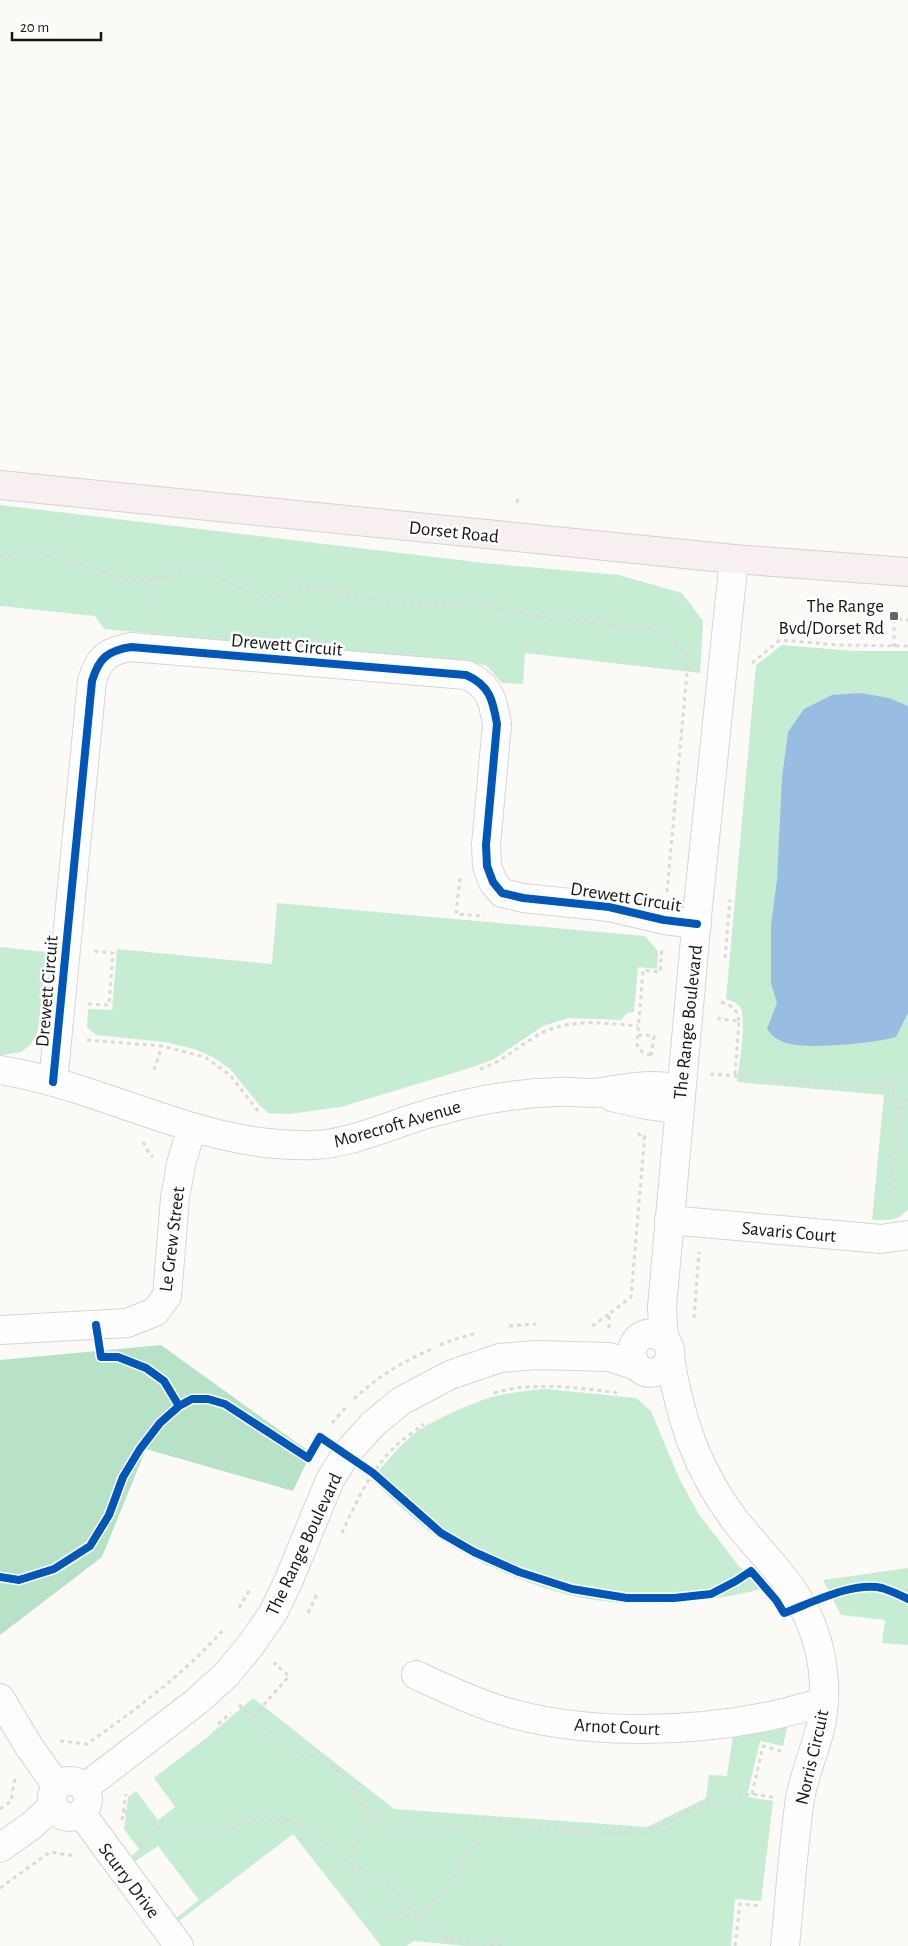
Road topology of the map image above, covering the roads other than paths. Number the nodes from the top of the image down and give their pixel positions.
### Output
1 (0, 485) edge
2 (734, 559) junction
3 (908, 572) edge
4 (698, 915) junction
5 (0, 1070) edge
6 (53, 1082) junction
7 (680, 1099) junction
8 (192, 1127) junction
9 (669, 1220) junction
10 (896, 1237) edge
11 (0, 1330) edge
12 (648, 1352) junction
13 (416, 1675) dead end
14 (0, 1698) edge
15 (824, 1702) junction
16 (55, 1796) junction
17 (83, 1800) junction
18 (0, 1848) edge
19 (179, 1946) edge
20 (785, 1946) edge

1 - 2 main road, Dorset Road
2 - 3 main road, Dorset Road
2 - 4 street, The Range Boulevard
4 - 6 street, Drewett Circuit
4 - 7 street, The Range Boulevard
5 - 6 street, Morecroft Avenue
6 - 8 street, Morecroft Avenue
7 - 8 street, Morecroft Avenue
7 - 9 street, The Range Boulevard
8 - 11 street, Le Grew Street
9 - 10 street, Savaris Court
9 - 12 street, The Range Boulevard
12 - 15 street, Norris Circuit
12 - 17 street, The Range Boulevard
13 - 15 street, Arnot Court
14 - 16 street
15 - 20 street, Norris Circuit
16 - 17 street
16 - 18 street
17 - 19 street, Scurry Drive

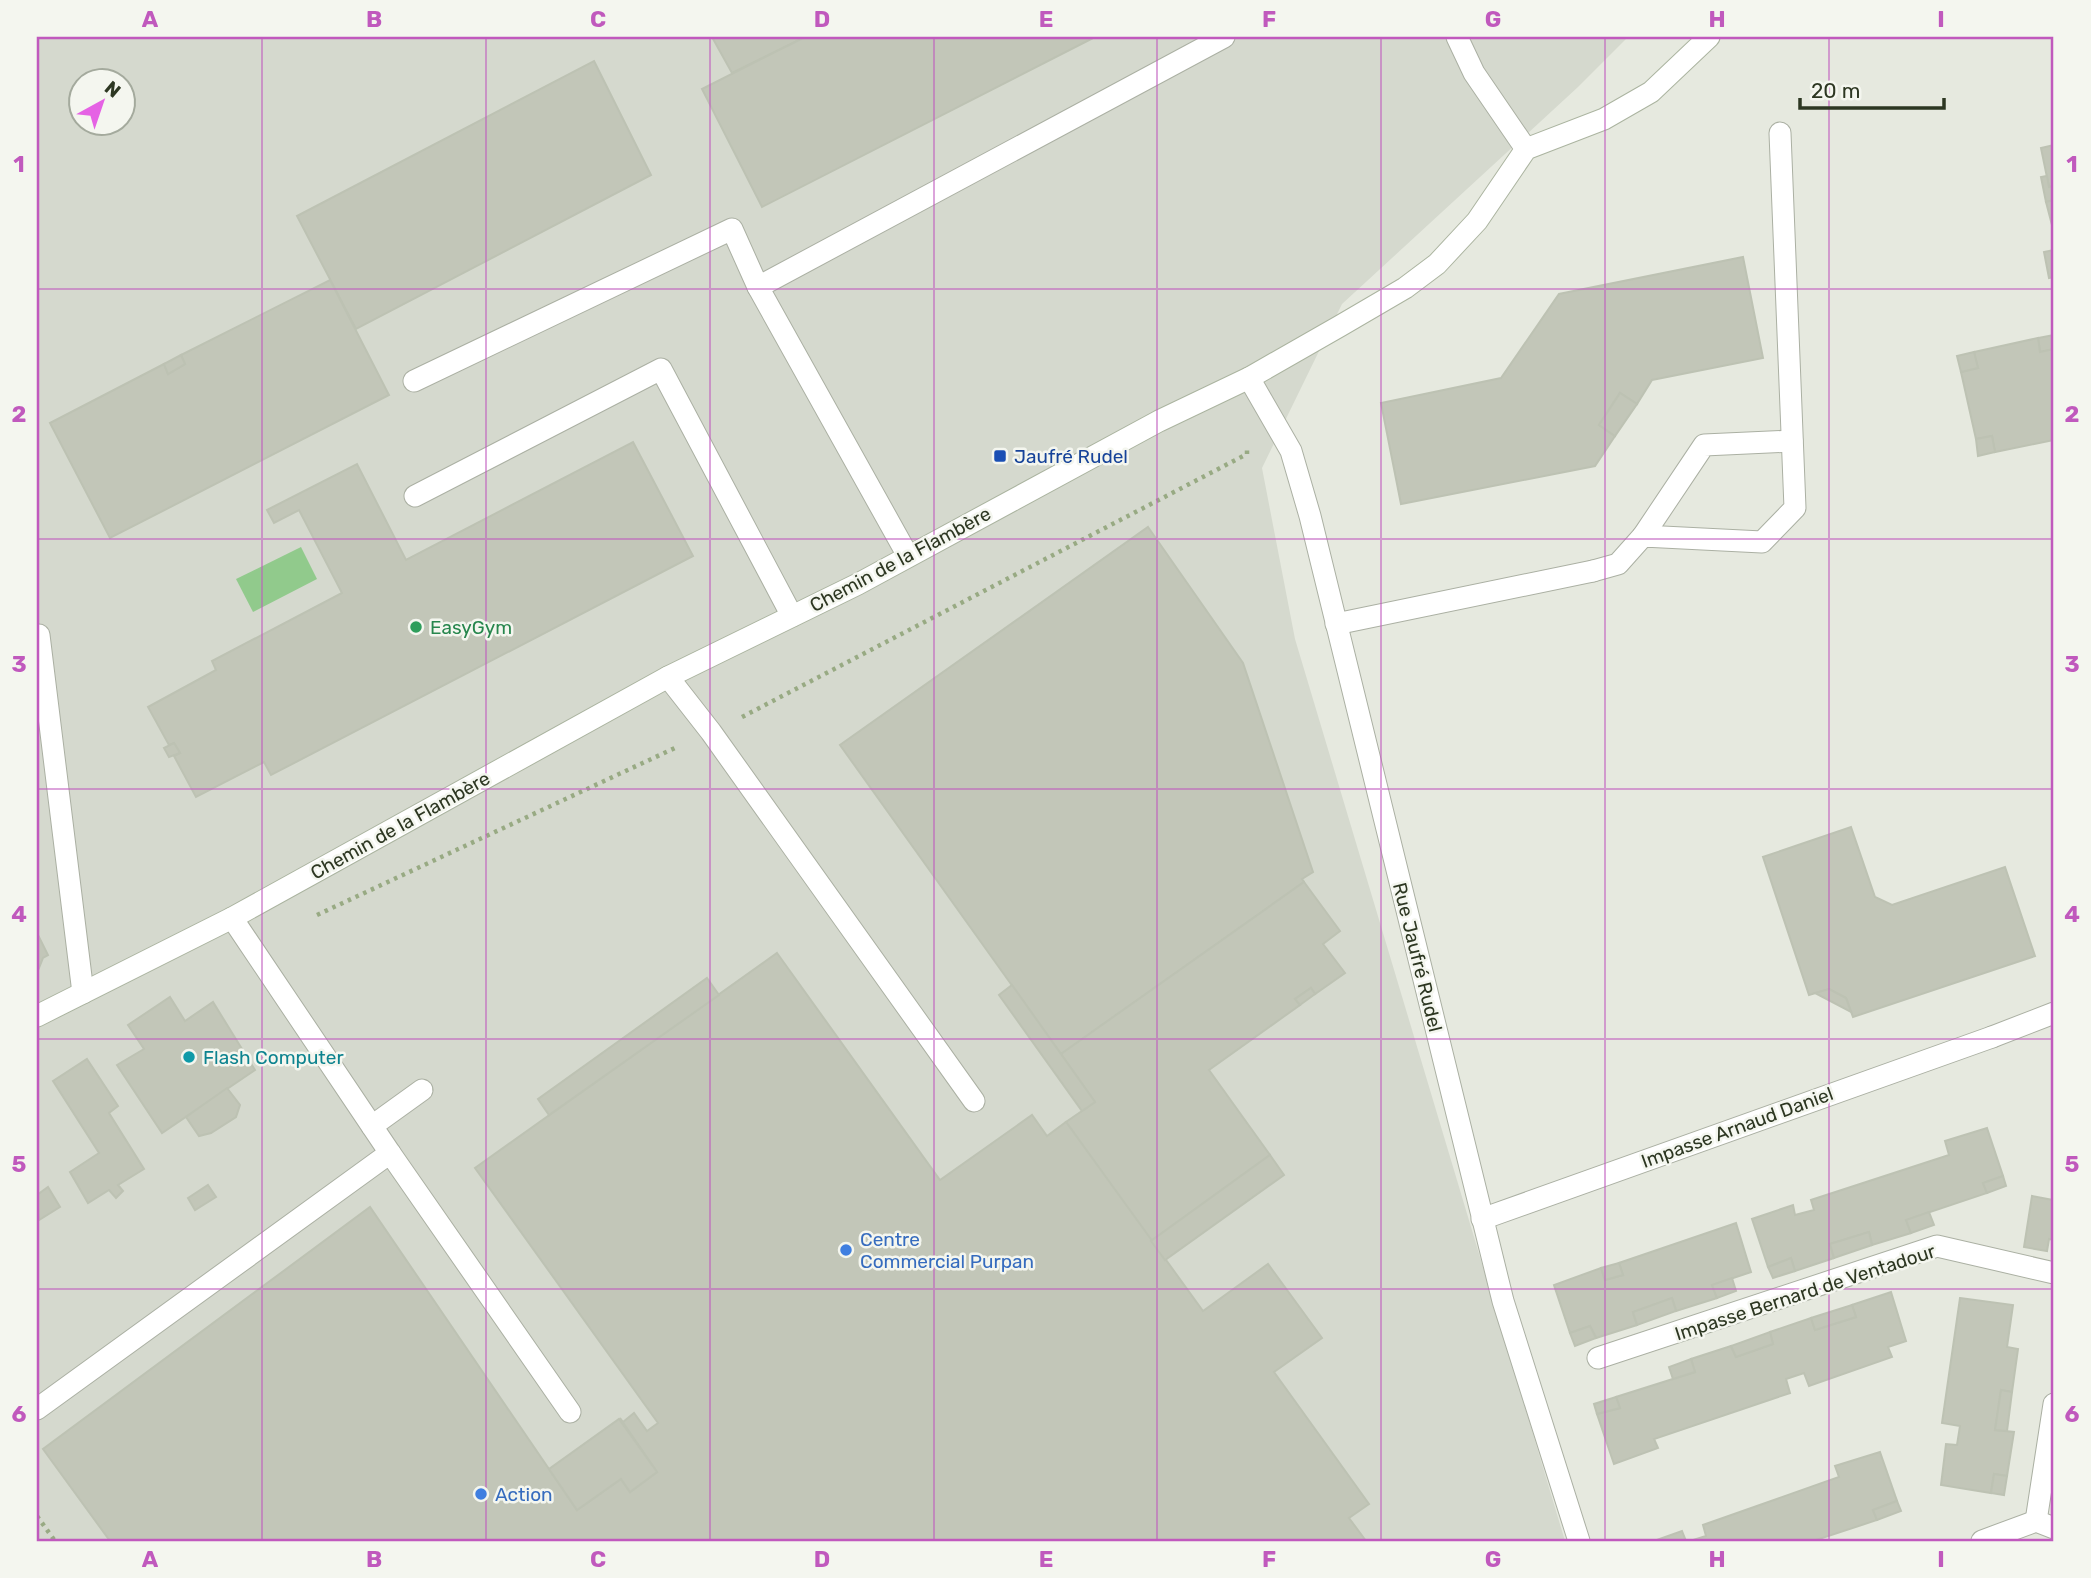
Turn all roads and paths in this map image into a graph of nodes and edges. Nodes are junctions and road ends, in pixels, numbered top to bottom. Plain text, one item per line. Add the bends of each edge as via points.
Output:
1 (1224, 37) edge
2 (1457, 37) edge
3 (1709, 37) edge
4 (1780, 133) dead end
5 (1526, 149) junction
6 (758, 287) junction
7 (1249, 378) junction
8 (414, 381) dead end
9 (1792, 441) junction
10 (415, 496) dead end
11 (1643, 536) junction
12 (908, 556) junction
13 (792, 616) junction
14 (1336, 624) junction
15 (39, 635) dead end
16 (668, 677) junction
17 (232, 918) junction
18 (83, 993) junction
19 (2054, 1013) edge
20 (37, 1016) edge
21 (422, 1090) dead end
22 (974, 1101) dead end
23 (372, 1126) junction
24 (390, 1153) junction
25 (1482, 1219) junction
26 (2054, 1273) edge
27 (1598, 1358) dead end
28 (2054, 1404) edge
29 (37, 1409) edge
30 (570, 1412) dead end
31 (37, 1516) edge
32 (2045, 1525) edge
33 (55, 1541) edge
34 (1579, 1541) edge
35 (1982, 1541) edge

1 - 6 street
2 - 5 street via 1474,73
3 - 5 street via 1651,92 1604,119
4 - 9 street
5 - 7 street, Chemin de la Flambère via 1477,222 1437,264 1405,288
6 - 8 street via 732,229
6 - 12 street
7 - 12 street, Chemin de la Flambère via 1159,421
7 - 14 street, Rue Jaufré Rudel via 1290,451
9 - 11 street via 1704,445
9 - 11 street via 1795,508 1762,542
10 - 13 street via 661,369
11 - 14 street via 1618,564 1594,571
12 - 13 street, Chemin de la Flambère
13 - 16 street, Chemin de la Flambère
14 - 25 street, Rue Jaufré Rudel
15 - 18 street
16 - 17 street, Chemin de la Flambère
16 - 22 street
17 - 18 street, Chemin de la Flambère
17 - 23 street
18 - 20 street, Chemin de la Flambère
19 - 25 street, Impasse Arnaud Daniel
21 - 23 street
23 - 24 street
24 - 29 street
24 - 30 street
25 - 34 street, Rue Jaufré Rudel via 1503,1301
26 - 27 street, Impasse Bernard de Ventadour via 1937,1246
28 - 32 street
31 - 33 path
32 - 35 street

——

● Exercise requirements
Each line of the entries that contains the word "Flambère" should be listed.

● Solution to this exercise
5 - 7 street, Chemin de la Flambère via 1477,222 1437,264 1405,288
7 - 12 street, Chemin de la Flambère via 1159,421
12 - 13 street, Chemin de la Flambère
13 - 16 street, Chemin de la Flambère
16 - 17 street, Chemin de la Flambère
17 - 18 street, Chemin de la Flambère
18 - 20 street, Chemin de la Flambère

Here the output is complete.